Estima-se que cerca de 10% do petróleo extraído na Nigéria é
desviado de plataformas petrolíferas ou oleodutos
para financiar gangs e milícias.
Terminado o enquadramento histórico, um paradoxo parece ter surgido: com a divisão administrativa do país e a distribuição assimétrica dos lucros do petróleo, é de estranhar que diversos grupos armados locais tenham surgido e conseguido enormes quantidades de armamento... A resposta a isso alude a outro problema estrutural da Nigéria, a corrupção. Grandes líderes regionais e políticos locais costumam ser as pessoas por detrás dos grupos armados, e grande parte do seu financiamento é feito pela revenda de petróleo furtado. Em rigor, não se trata de um furto propriamente dito. Complacentes com essa prática, é comum as petrolíferas e o governo deixarem que parte do petróleo (ou por desvio de oleodutos ou por permitir o “desaparecimento” de alguns barris de petróleo) caia nas mãos desses influentes políticos, sendo o produto da sua revenda usado para o armamento da insurgência. Paradoxalmente as petrolíferas e o governo permitem isso como forma de "aliviar" o conflito e alimentar as elites locais, que se tornam cúmplices dos acontecimentos do delta. Ainda assim, os protestos pacíficos têm perdido militantes porque a via violenta para além de conceder o desejo de aparentes resultados mais imediatos, permite ganhar a vida numa região em que as oportunidades de emprego são escassas e limitadas. Esse é um dos motivos pelos quais, mesmo perante todo o contexto histórico analisado, o conflito do delta do Níger se tem perpetuado e não ter havido grandes melhorias na situação. O documentário que cito no fim deste texto aborda esta questão.

Catástrofe Ambiental

A quantidade de peixe desceu drasticamente nos
últimos 50 ano no delta.
No Delta do Níger vivem 34 milhões de pessoas, mas mais de 70% delas não têm acesso a água potável. A pesca e a agricultura, que outrora foram atividades dominantes na região, estão seriamente comprometidas, consequência da descuidada exploração de petróleo. Em média, por ano, cerca de 240.000 barris de petróleo são derramados no rio Níger. Um numero assustador que teve como consequência imediata uma enorme taxa de mortalidade infantil, epidemias diretamente relacionadas com a qualidade da água, a destruição de habitats com imediatas implicações económicas para os locais. Países vizinhos já foram afetados pela poluição no delta.

Conclusões

De novo, no continente africano, a luta pelo lucro das matérias primas criou/agravou um novo conflito com grandes proporções económicas, políticas e ambientais. Não é certo quantas pessoas morreram, mas podemos estimar que milhões de pessoas sofreram e estão a sofrer com a violência e poluição no delta. Infelizmente a ansia pelo lucro imediato, ignorando a sustentabilidade, originou um outro conflito de difícil resolução...

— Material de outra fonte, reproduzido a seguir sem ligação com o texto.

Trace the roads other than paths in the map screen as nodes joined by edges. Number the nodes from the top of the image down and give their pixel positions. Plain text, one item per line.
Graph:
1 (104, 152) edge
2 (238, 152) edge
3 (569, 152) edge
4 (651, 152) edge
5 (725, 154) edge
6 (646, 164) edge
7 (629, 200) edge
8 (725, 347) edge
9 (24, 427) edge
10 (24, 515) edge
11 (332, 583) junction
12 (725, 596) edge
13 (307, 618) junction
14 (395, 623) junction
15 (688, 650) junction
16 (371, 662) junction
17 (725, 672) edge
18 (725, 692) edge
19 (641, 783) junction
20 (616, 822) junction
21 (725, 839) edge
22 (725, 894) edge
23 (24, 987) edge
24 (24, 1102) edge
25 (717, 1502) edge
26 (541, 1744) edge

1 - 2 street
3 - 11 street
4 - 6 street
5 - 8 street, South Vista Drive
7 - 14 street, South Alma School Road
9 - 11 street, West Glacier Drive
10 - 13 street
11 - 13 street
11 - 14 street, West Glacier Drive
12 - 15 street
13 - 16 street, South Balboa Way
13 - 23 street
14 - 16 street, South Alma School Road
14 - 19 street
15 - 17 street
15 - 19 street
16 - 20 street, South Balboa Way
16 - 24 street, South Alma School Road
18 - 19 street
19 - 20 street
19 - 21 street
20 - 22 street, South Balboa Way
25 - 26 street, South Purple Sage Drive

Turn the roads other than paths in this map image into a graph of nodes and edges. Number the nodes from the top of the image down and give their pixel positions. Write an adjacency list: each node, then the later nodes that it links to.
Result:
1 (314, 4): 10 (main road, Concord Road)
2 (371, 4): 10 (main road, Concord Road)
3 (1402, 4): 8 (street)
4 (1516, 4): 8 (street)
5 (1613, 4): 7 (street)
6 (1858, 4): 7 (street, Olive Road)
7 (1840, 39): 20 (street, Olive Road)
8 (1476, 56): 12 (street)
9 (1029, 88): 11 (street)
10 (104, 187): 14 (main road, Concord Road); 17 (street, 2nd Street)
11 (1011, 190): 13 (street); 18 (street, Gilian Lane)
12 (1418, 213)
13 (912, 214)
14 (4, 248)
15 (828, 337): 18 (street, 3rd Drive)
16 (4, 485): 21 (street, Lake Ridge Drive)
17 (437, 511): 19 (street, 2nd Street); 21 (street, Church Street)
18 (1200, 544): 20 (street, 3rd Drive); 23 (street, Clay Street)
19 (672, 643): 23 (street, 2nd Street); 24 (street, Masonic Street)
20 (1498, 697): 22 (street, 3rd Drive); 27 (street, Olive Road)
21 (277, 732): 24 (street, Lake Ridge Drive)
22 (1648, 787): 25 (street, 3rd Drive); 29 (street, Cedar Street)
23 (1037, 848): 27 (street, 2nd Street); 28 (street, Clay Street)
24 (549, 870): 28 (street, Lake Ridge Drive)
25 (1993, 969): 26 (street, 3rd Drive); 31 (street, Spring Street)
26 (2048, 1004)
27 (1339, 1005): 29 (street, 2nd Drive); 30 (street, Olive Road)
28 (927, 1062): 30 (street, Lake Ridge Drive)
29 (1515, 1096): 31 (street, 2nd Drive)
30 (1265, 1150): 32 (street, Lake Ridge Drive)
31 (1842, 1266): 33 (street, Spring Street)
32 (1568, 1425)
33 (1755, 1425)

Não sei se será possível reverter a poluição do rio e recuperar o que se perdeu a nível ambiental, mas não creio que a situação se vá alterar muito. De novo, o acesso ás matérias primas tornou-se num problema em vez de ser a solução para melhorar a vida à maioria dos nigerianos. Resta esperar para ver os desenvolvimentos futuros sobre a situação no delta do Níger.

Para quem quiser e estiver curioso sobre este conflito, deixo ainda uma última referência, que é um excelente documentário da Journeyman Pictures de 2005 chamado Nigeria's Escalating Oil Wars.